Escaping for paths
Ross Burton
ross at burtonini.com
Thu Jun 15 13:02:00 PDT 2006
On Thu, 2006-06-15 at 21:21 +0200, Thiago Macieira wrote:
> The reason why I think it's dangerous is that two different URIs or
> pathnames could escape to the same object path. For example, imagine I
> had addressbooks:
> /home/thiago/address_book-vcf
> /home/thiago/address_book.vcf
> (that's a Greek alpha and a Greek beta)
>
> Both would escape to /home/thiago/address_book_vcf or
> _home_thiago_addres_book_vcf.
That's not escaping in my mind, as you can't reverse the operation.

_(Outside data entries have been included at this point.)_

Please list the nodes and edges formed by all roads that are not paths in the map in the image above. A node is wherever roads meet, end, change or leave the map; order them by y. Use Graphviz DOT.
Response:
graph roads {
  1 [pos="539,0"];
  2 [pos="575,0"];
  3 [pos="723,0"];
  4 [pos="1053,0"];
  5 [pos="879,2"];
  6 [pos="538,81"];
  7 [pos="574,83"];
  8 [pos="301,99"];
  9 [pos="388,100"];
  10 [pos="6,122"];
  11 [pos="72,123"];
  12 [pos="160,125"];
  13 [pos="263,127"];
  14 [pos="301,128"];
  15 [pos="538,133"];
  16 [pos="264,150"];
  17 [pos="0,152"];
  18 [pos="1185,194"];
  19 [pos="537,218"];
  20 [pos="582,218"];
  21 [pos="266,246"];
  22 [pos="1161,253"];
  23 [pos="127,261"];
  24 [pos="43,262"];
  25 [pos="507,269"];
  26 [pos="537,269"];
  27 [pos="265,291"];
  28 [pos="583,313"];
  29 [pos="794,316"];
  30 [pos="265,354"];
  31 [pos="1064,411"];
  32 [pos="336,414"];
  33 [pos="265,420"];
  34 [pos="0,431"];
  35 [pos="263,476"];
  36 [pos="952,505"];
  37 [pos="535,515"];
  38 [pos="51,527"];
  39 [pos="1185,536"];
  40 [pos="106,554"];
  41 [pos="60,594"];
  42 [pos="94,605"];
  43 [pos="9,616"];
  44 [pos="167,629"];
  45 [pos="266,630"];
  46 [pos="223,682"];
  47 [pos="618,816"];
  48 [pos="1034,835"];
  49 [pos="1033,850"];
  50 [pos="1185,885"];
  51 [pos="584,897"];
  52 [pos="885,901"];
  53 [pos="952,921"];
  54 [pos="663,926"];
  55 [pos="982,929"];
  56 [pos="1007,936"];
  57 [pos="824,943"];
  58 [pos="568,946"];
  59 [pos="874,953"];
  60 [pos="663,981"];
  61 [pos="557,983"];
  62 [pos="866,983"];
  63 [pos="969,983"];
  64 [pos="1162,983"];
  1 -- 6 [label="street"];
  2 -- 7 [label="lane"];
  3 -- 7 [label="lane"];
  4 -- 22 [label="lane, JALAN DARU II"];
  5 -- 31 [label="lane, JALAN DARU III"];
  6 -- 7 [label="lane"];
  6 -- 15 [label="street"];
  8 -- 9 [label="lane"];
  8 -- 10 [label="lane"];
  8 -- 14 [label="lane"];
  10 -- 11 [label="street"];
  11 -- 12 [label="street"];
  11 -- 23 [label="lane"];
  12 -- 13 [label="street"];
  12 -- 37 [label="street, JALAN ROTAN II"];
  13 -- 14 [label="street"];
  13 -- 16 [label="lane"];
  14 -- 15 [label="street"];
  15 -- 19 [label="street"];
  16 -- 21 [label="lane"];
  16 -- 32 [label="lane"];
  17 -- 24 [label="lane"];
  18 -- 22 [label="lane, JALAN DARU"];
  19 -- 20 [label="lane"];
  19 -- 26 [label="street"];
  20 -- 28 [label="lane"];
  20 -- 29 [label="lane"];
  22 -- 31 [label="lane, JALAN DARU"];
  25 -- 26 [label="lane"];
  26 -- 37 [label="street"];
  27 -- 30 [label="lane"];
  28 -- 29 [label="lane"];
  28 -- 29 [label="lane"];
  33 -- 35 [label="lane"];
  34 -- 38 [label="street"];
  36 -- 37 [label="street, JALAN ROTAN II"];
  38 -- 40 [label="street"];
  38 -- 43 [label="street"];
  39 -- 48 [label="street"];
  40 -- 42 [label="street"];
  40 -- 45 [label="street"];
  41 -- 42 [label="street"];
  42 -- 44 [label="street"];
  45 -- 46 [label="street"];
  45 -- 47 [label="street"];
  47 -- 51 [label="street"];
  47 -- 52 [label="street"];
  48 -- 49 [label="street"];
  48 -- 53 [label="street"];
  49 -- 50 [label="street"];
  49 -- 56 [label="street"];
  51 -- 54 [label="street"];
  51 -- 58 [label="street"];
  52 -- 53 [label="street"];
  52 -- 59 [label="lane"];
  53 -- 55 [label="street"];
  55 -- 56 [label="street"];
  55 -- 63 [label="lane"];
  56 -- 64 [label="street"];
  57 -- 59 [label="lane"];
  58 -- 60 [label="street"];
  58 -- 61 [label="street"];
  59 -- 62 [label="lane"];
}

> The only solution would be to select one of the characters we have to be
> an escape character, like % in URIs. The above example would
> be /home/thiago/address_5fbook_2dvcf
> and /home/thiago/address_5fbook_2evcf, or
> _2fhome_2fthiago_2faddress_5fbook_2dvcf and
> _2fhome_2fthiago_2faddress_5fbook_2evcf. If people push arbitrary data
> into this function, it would have the potential to increase the length
> threefold.
The NetworkManager (and thus EDS) code passes through A-Z a-z 0-9 and
everything else is escape as %xx (hex). This is trivially reversable
and doesn't mangle the data too much.